"Kamu mau tetap di sini atau ke luar?" kata Rafles dengan mata tajam.
Gadis itu masih terdiam mendengarkan suara Rafles sekaligus ayahnya. Raut wajah Rafles sangat serius. Matanya memandang tajam wajah takut gadis itu. Sesekali dia memainkan pulpennya di meja Pimpinan Redaksi. Rasa tak sukanya terhadap anaknya mulai tampak.
Rafles melonggarkan dasinya. Menarik napasnya dalam-dalam. Sedalam pikirannya yang akan terusik nanti. Kursi pimpinan itu diputar ke belakang. Rafles memandangi dinding bercat biru muda. Ada logo media MMI News disana. Jari jemarinya bermain di pegangan kursi.
Hanya berselang tiga puluh menit. Dia memutar lagi kursinya menghadap gadis itu. Bola matanya memerah. Seakan-akan tak percaya. Dia mengira anaknya akan mengikutinya. Tapi, tetap saja dia memaksakan.
"Besok, kamu harus tetap seperti ini. Jangan ada yang tahu kalau saya ayahmu. Paham!" Rafles berkata tegas.
Gadis itu memandang wajah ayahnya. Kaget. Entah untuk berapa lama dia harus bersembunyi seperti ini. Gadis itu menundukkan pandangannya. Memandang lantai keramik putih susu. Menghitung jaraknya seteliti mungkin. Mungkin saja jarak dia dan ayahnya seperti jarak keramik antar keramik. Namun, polos. Tanpa rasa.
Tangannya menggenggam satu sama lain. Merapatkan jari jemari kecilnya. Kursi hitam yang didudukinya itu berderik hingga ayahnya kaget.
Dia bangkit menuju pintu keluar. Dinding ruangan Rafles mencekam. Hening.
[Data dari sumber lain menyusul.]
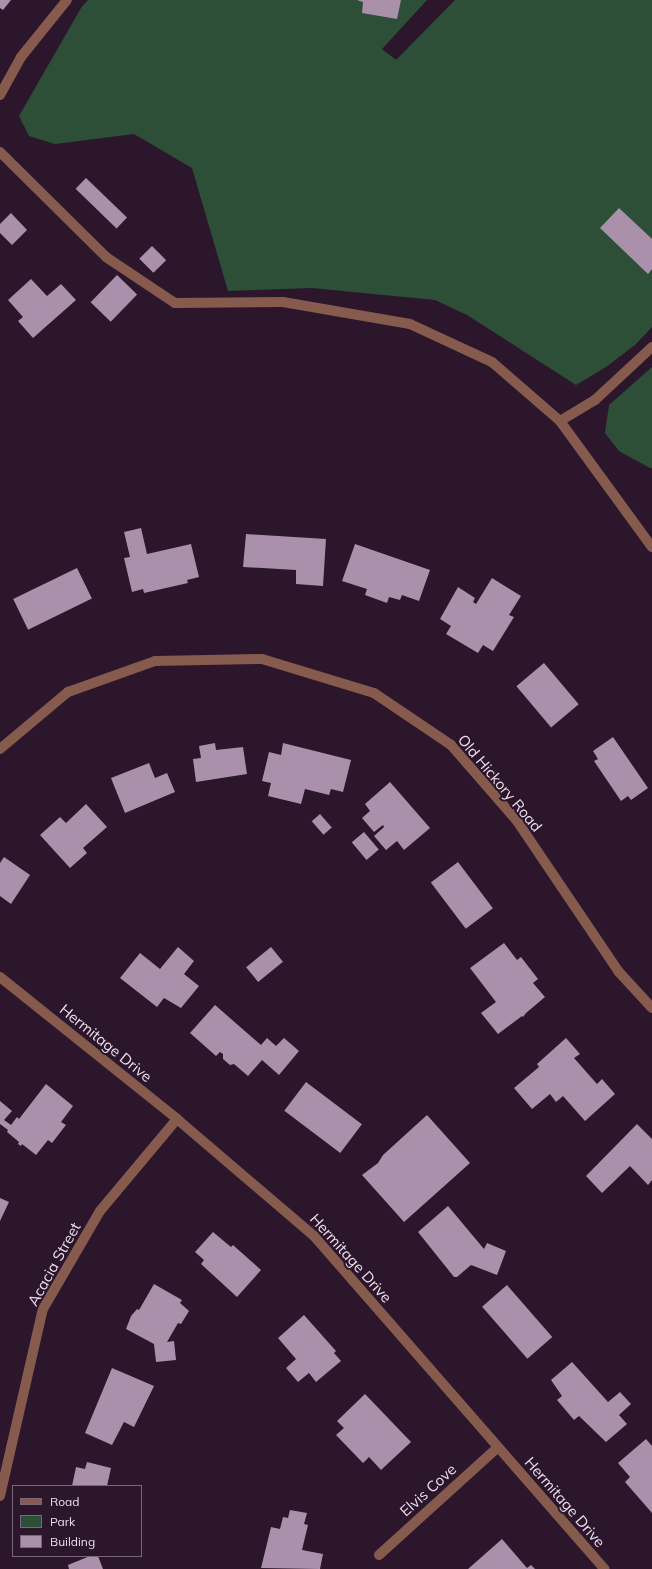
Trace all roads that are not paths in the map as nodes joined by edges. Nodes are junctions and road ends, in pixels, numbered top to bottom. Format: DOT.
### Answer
graph roads {
  1 [pos="67,0"];
  2 [pos="0,95"];
  3 [pos="0,152"];
  4 [pos="652,347"];
  5 [pos="560,421"];
  6 [pos="652,547"];
  7 [pos="0,749"];
  8 [pos="0,977"];
  9 [pos="652,1008"];
  10 [pos="177,1119"];
  11 [pos="497,1448"];
  12 [pos="0,1496"];
  13 [pos="379,1555"];
  14 [pos="604,1569"];
  1 -- 2 [label="street"];
  3 -- 5 [label="street"];
  4 -- 5 [label="street"];
  5 -- 6 [label="street"];
  7 -- 9 [label="street, Old Hickory Road"];
  8 -- 10 [label="street, Hermitage Drive"];
  10 -- 11 [label="street, Hermitage Drive"];
  10 -- 12 [label="street, Acacia Street"];
  11 -- 13 [label="street, Elvis Cove"];
  11 -- 14 [label="street, Hermitage Drive"];
}
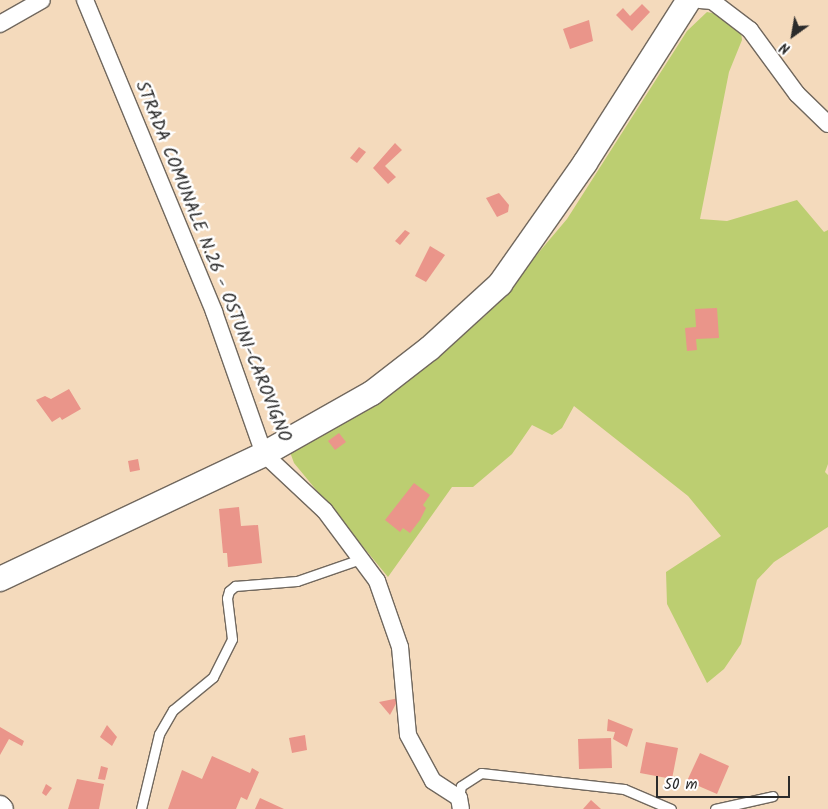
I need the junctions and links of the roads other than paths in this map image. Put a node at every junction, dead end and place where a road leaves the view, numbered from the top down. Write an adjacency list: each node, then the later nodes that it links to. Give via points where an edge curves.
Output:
1 (42, 0): 4 (street)
2 (85, 0): 6 (street, STRADA COMUNALE N.26 - OSTUNI-CAROVIGNO, via 214,312)
3 (700, 0): 5 (street, via 750,30 797,94); 6 (street, via 500,284 430,348 372,393)
4 (0, 24)
5 (828, 124)
6 (264, 454): 7 (street, STRADA COMUNALE N.26 - OSTUNI-CAROVIGNO, via 325,511); 8 (street)
7 (361, 559): 10 (street, STRADA COMUNALE N.26 - OSTUNI-CAROVIGNO, via 378,581 400,647 408,735 433,781); 11 (lane, via 297,581 235,586 229,591 232,639 213,677 173,710 159,734)
8 (0, 579)
9 (772, 796): 13 (lane)
10 (460, 804): 12 (lane, via 462,786 480,773 624,789)
11 (141, 809)
12 (671, 809)
13 (715, 809)

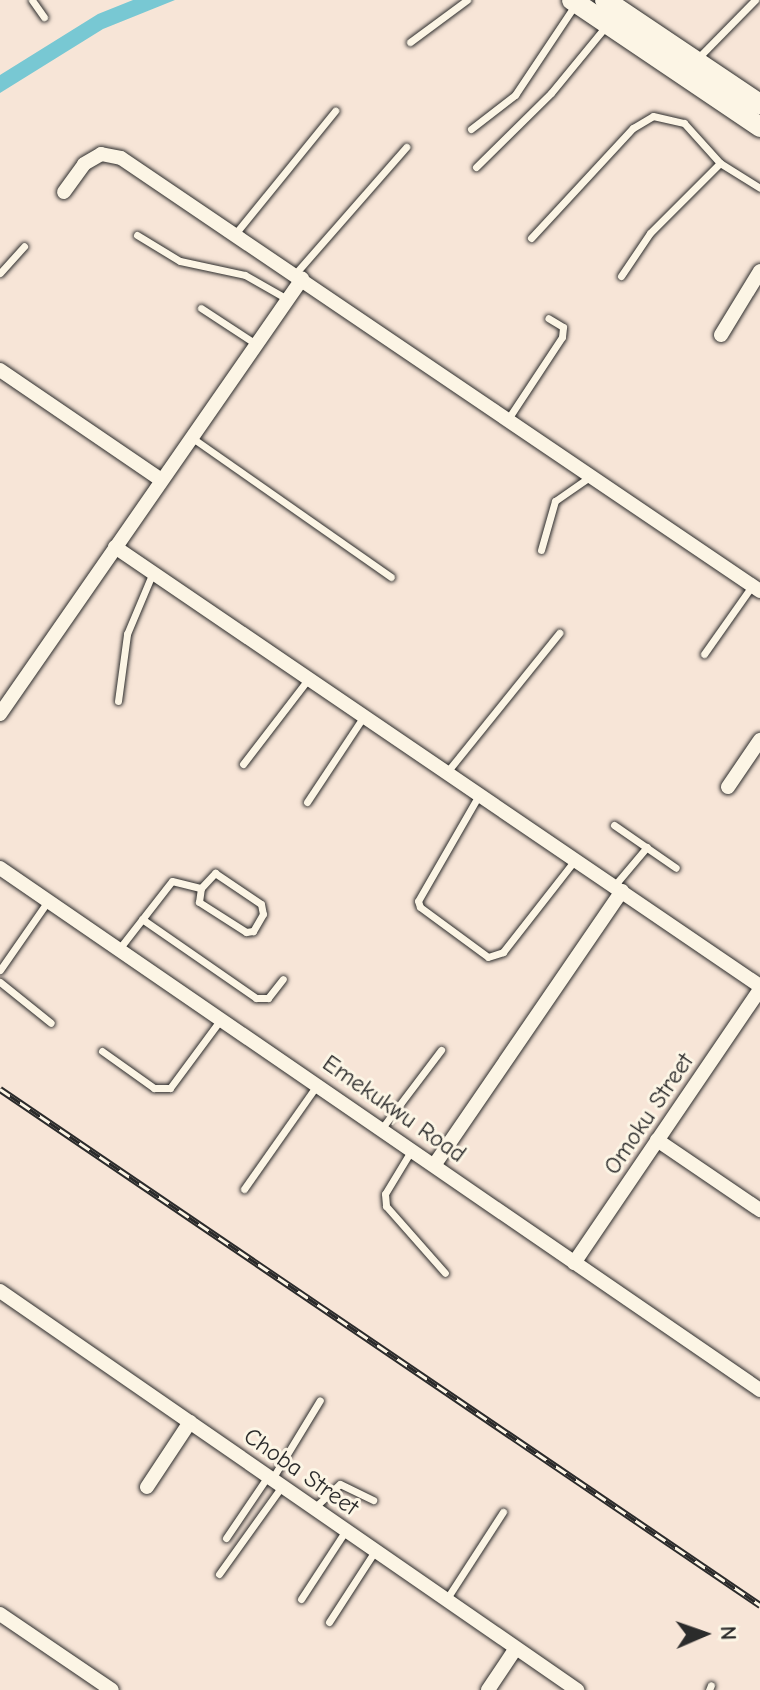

Pandangan matanya berkeliling.
***
Tahun 2000.
"Yah, aku ingin jadi seperti ayah. Bisa masuk TV. Pegang mikrofon," kata gadis kecil itu.
"Oh ya?" Wajah ayahnya berbinar.
Gadis itu menganggukkan wajahnya. Polos. Manis. Penuh harapan. Guratan kebahagiaan muncul dari wajah sang ayah. Semilir angin sore itu menandakan bisik-bisik masa depannya.
Pohon mangga di taman belakang melambai-lambaikan daunnya. Mengikuti cerita si gadis kecil dengan ayahnya. Buahnya nan ranum menilik masa-masa kenangan.